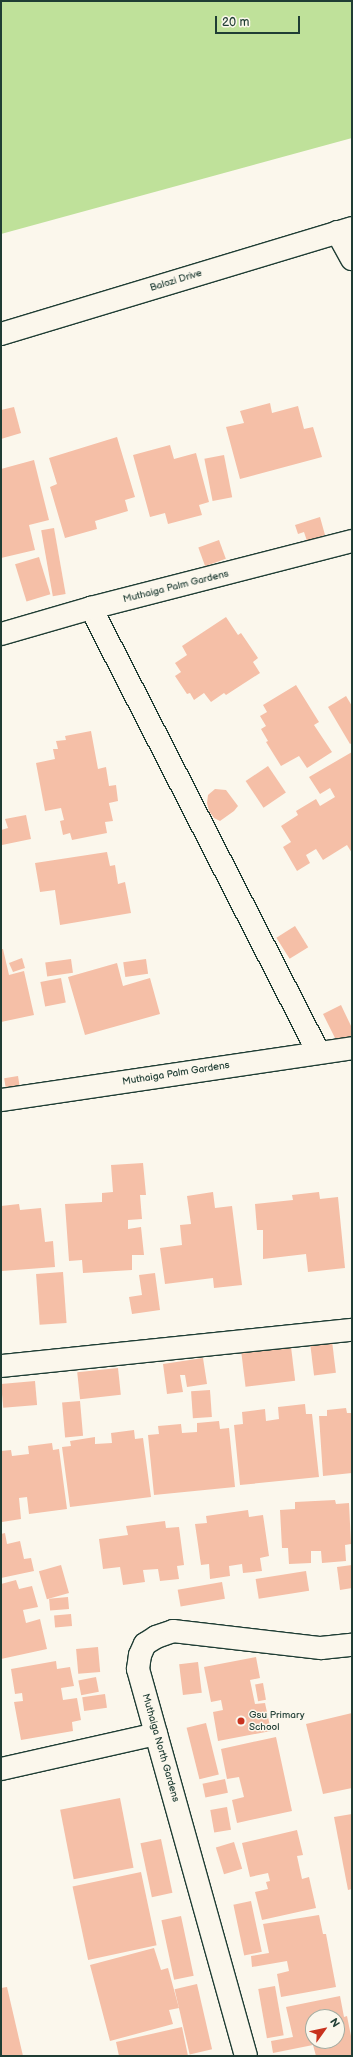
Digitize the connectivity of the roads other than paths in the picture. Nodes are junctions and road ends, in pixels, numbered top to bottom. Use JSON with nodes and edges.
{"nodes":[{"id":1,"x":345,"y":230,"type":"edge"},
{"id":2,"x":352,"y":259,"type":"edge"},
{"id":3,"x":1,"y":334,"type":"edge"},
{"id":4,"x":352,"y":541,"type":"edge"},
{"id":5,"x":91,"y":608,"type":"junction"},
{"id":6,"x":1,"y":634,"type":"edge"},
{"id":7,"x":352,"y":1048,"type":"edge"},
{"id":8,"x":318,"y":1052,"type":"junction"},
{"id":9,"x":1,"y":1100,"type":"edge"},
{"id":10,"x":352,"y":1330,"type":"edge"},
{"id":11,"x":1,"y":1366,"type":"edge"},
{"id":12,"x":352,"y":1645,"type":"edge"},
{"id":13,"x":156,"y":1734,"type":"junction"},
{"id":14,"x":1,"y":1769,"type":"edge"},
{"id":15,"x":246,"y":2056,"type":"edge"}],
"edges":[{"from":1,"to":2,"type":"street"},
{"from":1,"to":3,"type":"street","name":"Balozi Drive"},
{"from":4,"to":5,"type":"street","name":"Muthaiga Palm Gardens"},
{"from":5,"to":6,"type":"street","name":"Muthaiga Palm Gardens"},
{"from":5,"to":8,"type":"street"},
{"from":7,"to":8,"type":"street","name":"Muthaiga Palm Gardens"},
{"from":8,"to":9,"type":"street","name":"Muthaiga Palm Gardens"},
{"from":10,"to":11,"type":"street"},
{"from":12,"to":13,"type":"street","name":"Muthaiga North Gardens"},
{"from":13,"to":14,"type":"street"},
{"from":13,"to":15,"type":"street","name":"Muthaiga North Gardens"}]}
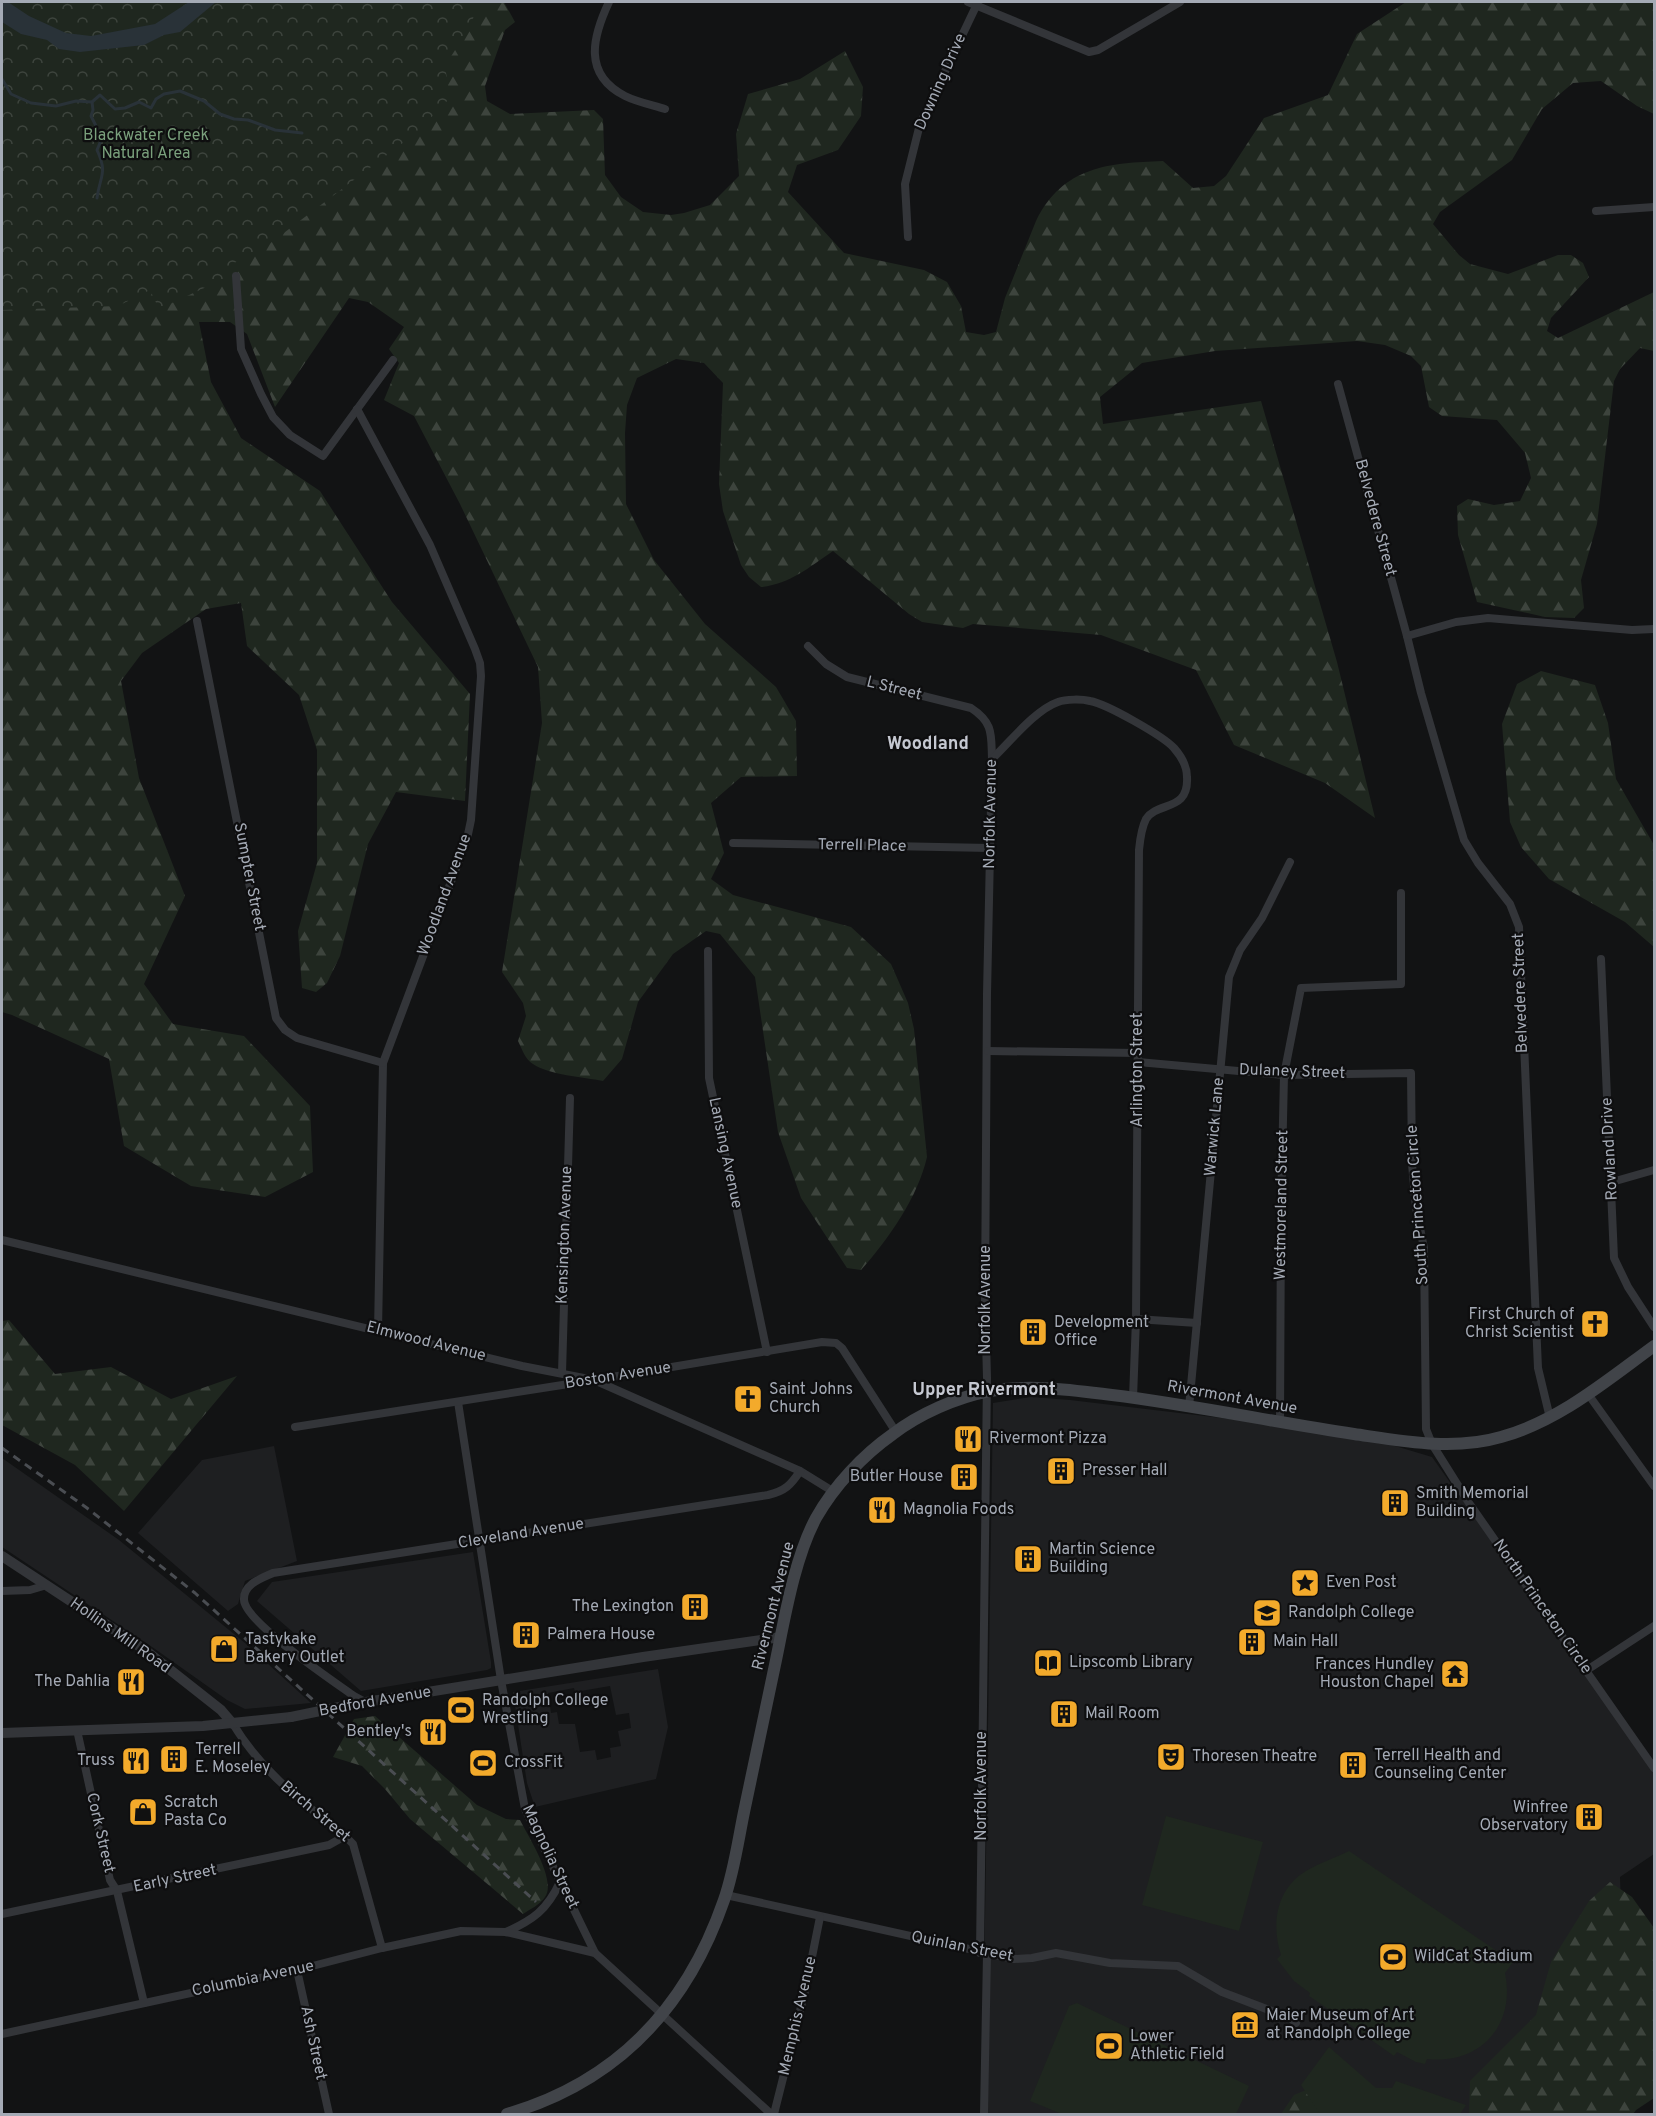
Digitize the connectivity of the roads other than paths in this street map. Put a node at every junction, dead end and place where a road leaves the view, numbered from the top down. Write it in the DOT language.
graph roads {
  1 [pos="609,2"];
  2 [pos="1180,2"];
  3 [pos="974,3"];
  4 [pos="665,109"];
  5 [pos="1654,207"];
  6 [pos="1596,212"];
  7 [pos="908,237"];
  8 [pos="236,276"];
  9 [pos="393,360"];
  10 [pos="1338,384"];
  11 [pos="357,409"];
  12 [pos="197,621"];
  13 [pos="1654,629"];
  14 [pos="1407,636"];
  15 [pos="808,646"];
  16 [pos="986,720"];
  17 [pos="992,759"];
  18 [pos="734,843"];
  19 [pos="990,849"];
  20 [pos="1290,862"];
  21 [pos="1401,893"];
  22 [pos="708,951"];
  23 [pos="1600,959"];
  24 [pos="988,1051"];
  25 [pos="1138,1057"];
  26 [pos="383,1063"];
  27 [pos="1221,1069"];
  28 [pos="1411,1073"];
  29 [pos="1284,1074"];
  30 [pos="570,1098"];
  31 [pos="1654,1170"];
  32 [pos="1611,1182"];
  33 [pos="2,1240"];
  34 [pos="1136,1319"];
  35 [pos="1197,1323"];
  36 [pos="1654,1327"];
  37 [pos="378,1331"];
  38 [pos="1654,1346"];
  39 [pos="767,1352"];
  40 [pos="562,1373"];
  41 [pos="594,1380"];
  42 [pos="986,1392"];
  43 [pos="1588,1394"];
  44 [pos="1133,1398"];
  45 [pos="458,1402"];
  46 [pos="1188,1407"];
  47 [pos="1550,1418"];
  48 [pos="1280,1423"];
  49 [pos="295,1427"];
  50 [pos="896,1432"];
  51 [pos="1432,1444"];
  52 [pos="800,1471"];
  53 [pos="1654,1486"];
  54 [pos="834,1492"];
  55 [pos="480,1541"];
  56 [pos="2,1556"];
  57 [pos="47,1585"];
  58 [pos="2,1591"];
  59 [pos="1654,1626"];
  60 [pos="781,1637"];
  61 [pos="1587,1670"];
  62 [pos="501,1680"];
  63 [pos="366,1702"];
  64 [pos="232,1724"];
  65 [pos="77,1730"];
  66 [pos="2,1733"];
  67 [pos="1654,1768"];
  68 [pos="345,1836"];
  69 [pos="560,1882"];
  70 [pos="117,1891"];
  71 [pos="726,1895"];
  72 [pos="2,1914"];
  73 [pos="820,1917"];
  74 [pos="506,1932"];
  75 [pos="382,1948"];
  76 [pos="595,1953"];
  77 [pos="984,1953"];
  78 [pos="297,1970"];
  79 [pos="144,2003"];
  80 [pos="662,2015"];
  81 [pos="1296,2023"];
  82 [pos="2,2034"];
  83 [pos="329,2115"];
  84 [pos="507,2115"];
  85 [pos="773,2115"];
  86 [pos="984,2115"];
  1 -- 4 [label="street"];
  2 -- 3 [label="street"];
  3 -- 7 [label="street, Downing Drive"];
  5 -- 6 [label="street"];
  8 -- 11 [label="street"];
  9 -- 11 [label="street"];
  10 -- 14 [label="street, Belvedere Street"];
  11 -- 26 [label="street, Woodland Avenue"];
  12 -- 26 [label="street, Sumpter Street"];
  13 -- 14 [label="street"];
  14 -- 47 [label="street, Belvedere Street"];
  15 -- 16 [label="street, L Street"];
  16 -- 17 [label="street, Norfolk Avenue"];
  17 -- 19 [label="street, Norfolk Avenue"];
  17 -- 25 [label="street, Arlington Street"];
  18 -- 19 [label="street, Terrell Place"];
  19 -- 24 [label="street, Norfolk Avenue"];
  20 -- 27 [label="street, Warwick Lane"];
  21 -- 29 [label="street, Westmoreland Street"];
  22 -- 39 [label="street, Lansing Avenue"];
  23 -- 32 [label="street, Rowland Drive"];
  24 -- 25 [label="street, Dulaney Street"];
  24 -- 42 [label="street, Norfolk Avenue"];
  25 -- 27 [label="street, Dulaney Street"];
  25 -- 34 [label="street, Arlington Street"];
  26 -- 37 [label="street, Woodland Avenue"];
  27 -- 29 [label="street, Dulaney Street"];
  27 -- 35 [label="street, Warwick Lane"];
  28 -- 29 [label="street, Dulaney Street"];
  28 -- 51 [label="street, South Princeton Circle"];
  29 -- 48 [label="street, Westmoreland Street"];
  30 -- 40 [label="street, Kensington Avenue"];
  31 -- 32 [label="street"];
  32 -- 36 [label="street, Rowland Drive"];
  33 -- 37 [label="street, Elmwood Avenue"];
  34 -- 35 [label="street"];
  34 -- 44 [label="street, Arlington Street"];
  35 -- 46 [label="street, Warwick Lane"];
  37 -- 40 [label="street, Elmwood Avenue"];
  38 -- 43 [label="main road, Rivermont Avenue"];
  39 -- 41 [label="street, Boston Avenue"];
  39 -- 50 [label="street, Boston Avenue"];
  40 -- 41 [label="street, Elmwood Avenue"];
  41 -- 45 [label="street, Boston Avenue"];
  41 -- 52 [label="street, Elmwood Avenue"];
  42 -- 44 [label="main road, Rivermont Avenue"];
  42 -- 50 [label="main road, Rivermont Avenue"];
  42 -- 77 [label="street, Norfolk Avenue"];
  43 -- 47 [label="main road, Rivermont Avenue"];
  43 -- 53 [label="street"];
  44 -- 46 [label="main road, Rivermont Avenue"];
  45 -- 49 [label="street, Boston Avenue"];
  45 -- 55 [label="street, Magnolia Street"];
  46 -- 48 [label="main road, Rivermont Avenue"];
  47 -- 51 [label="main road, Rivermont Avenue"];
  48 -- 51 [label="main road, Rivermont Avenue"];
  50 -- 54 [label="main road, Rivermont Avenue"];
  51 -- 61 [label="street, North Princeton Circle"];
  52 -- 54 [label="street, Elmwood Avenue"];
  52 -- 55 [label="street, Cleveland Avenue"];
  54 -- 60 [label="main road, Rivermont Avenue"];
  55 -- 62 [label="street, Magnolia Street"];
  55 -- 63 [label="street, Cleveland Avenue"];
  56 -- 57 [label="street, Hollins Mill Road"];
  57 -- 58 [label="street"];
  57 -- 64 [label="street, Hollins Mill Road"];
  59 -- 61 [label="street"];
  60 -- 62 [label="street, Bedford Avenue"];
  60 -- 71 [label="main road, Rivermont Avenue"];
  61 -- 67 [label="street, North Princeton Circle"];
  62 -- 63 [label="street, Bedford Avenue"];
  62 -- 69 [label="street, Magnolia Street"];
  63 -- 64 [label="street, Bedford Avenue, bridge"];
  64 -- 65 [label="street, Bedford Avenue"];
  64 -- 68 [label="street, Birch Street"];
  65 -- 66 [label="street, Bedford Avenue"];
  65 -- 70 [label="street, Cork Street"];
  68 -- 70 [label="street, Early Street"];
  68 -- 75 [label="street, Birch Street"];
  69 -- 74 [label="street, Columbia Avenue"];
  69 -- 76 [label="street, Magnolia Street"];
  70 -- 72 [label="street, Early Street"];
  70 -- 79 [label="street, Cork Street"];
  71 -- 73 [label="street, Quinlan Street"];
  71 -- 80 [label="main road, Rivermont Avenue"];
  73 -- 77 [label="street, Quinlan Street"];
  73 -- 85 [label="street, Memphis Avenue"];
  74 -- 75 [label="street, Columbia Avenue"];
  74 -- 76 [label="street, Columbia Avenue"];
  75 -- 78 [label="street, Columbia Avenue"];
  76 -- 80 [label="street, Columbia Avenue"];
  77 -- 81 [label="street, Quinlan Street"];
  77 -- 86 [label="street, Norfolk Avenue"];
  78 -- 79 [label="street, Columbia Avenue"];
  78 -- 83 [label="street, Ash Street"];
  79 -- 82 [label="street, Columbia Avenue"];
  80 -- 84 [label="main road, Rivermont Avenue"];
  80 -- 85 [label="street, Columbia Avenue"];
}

### What you have to do
Each line in the listing above that includes "Westmoreland" is to be copied.

### Your solution
  21 -- 29 [label="street, Westmoreland Street"];
  29 -- 48 [label="street, Westmoreland Street"];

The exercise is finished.